Commission Charbonneau: un citoyen questionne le conseiller Richard Deschamps
Depuis le début de la Commission Charbonneau, les citoyens se questionnent concernant les nombreuses allégations entourant le parti Union Montréal. À la séance du conseil d’arrondissement du 4 février, Steven Laperrière a questionné le conseiller Richard Deschamps qui est chef intérimaire du parti de l’ex-maire Gérald Tremblay.
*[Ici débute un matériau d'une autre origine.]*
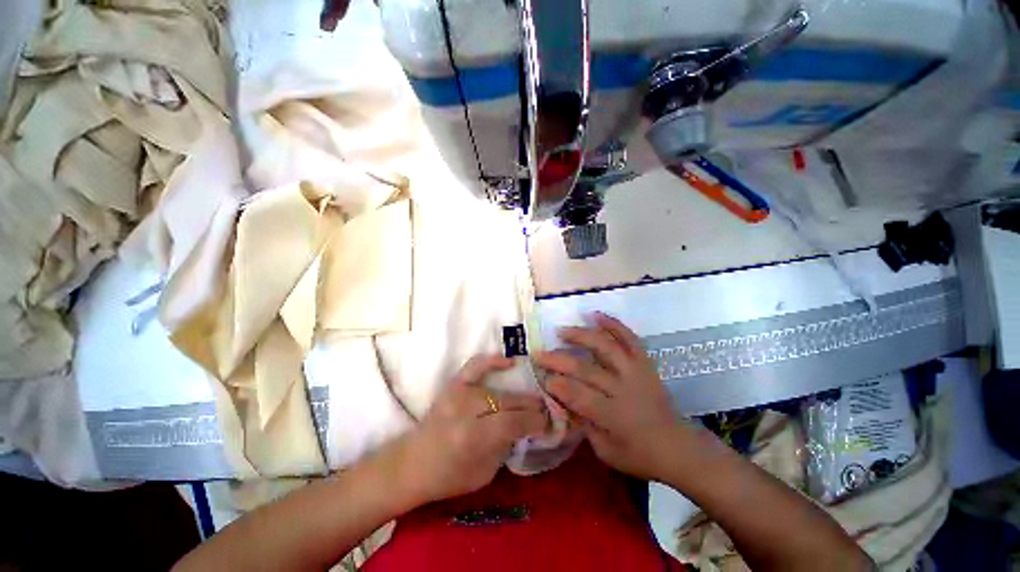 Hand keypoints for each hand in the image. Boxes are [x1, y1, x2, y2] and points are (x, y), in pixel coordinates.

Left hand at [395, 356, 549, 504]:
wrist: (410, 464)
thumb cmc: (448, 477)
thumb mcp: (484, 473)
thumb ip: (507, 446)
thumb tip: (528, 426)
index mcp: (472, 436)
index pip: (513, 422)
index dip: (535, 422)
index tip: (549, 422)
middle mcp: (466, 409)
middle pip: (508, 403)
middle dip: (532, 407)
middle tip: (547, 410)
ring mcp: (458, 393)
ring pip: (499, 390)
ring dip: (520, 394)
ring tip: (534, 397)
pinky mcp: (453, 384)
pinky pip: (475, 365)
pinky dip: (493, 361)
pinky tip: (509, 361)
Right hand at [535, 313, 681, 480]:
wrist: (677, 446)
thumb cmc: (639, 455)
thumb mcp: (605, 451)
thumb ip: (582, 424)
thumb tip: (560, 400)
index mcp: (614, 417)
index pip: (578, 396)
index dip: (557, 385)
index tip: (541, 377)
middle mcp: (624, 390)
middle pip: (586, 370)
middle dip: (558, 360)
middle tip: (539, 353)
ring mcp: (636, 372)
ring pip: (605, 348)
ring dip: (581, 336)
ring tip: (562, 331)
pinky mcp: (645, 363)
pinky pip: (630, 339)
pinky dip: (613, 325)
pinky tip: (596, 315) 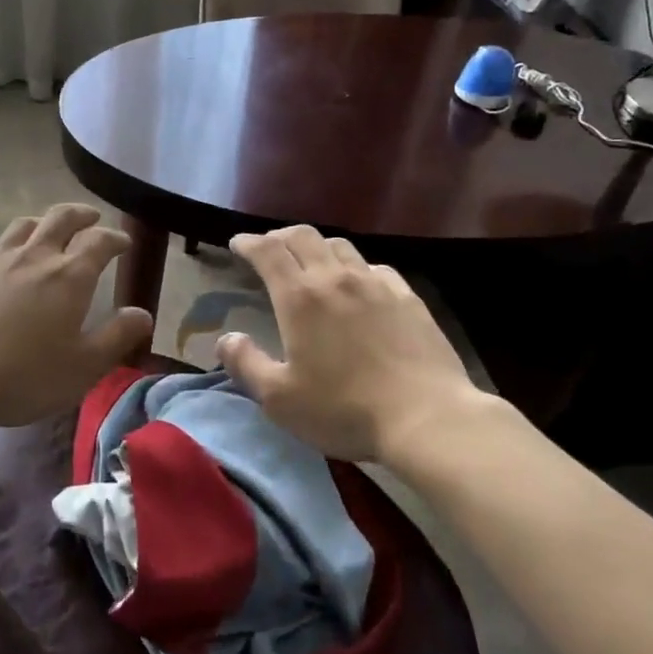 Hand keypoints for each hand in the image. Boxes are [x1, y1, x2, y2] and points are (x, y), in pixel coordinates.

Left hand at [0, 204, 153, 431]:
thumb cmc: (21, 377)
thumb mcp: (82, 368)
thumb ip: (117, 337)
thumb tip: (142, 314)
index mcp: (69, 276)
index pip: (99, 241)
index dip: (115, 238)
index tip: (123, 242)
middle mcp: (33, 257)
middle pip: (60, 218)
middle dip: (80, 214)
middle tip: (90, 217)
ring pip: (22, 227)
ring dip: (41, 224)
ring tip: (46, 232)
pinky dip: (3, 250)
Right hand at [217, 225, 500, 463]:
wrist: (426, 416)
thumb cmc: (344, 410)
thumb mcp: (280, 400)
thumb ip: (246, 364)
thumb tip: (226, 338)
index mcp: (300, 297)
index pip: (268, 252)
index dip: (249, 242)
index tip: (237, 244)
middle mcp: (336, 278)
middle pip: (303, 236)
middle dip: (279, 236)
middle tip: (268, 248)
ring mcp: (376, 284)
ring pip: (340, 246)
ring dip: (317, 246)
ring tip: (310, 261)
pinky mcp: (407, 297)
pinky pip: (374, 267)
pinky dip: (354, 267)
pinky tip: (359, 283)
Selon M. Laperrière, «je comprends que tout ce qu’on entend à la Commission Charbonneau, ce sont des allégations, mais on a entendu que l’agent officiel d’Union Montréal, Marc Deschamps, a été, pendant une certaine période, comptable pour les entreprises Catania. Est-ce que ça vous inquiète ? Est-il encore à l’emploi d’Union Montréal ? Si oui, j’ai de la misère à comprendre pourquoi. Est-ce que Marc Deschamps a un lien de parenté avec vous ?»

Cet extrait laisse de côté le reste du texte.